Numerical and Experimental Validation of the Applicability of Active-DTS Experiments to Estimate Thermal Conductivity and Groundwater Flux in Porous Media

Groundwater flow depends on the heterogeneity of hydraulic properties whose field characterization is challenging. Recently developed active-Distributed Temperature Sensing (DTS) experiments offer the possibility to directly measure groundwater fluxes resulting from heterogeneous flow fields. Here, based on fundamental principles and numerical simulations, two interpretation methods of active-DTS experiments are proposed to estimate both the porous media thermal conductivities and the groundwater fluxes in sediments. These methods rely on the interpretation of the temperature increase measured along a single heated fiber-optic (FO) cable and consider heat transfer processes occurring both through the FO cable itself and through the porous media.
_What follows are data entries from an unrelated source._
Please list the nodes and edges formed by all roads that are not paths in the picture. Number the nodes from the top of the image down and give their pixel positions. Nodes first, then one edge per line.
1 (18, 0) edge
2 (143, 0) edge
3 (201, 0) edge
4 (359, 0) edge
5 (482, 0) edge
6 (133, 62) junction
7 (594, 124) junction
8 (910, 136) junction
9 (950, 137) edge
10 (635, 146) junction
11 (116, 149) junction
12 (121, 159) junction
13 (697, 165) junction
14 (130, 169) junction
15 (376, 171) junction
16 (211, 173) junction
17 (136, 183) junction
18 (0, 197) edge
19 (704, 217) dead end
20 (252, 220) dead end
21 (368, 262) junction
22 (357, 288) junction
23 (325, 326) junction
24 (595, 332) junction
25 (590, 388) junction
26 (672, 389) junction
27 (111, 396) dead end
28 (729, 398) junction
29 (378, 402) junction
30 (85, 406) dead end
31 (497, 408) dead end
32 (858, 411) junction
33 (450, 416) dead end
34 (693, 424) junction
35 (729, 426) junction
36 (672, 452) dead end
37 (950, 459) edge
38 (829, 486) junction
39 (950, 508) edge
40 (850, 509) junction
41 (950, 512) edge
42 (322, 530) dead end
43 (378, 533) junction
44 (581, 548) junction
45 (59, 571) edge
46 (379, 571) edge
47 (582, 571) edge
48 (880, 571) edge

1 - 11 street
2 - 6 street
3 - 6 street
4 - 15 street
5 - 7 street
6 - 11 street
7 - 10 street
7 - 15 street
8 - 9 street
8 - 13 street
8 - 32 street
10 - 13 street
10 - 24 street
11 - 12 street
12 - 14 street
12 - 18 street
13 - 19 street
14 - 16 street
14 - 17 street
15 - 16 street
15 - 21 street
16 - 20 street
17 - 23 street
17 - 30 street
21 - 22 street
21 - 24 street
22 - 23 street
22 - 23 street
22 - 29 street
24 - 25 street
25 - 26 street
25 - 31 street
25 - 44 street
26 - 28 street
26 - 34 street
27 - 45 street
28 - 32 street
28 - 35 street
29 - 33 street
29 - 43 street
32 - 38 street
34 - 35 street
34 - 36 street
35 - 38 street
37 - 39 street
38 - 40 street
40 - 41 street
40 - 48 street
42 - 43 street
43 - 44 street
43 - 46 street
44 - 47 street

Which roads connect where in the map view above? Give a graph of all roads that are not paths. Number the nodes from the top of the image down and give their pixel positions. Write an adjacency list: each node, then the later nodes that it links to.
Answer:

The first method relies on the Moving Instantaneous Line Source model that reproduces the temperature increase and provides estimates of thermal conductivity and groundwater flux as well as an evaluation of the temperature rise due to the FO cable. The second method, based on the graphical identification of three characteristic times, provides complementary estimates of flux, fully independent of the effect of the FO cable. Sandbox experiments provide an experimental validation of the interpretation methods, demonstrate the excellent accuracy of groundwater flux estimates (<5%), and highlight the complementarity of both methods. Active-DTS experiments allow investigating groundwater fluxes over a large range spanning 1 x 10(-6)-5 x 10(-2) m/s, depending on the duration of the experiment. Considering the applicability of active-DTS experiments in different contexts, we propose a general experimental framework for the application of both interpretation methods in the field, making active-DTS field experiments especially promising for many subsurface applications.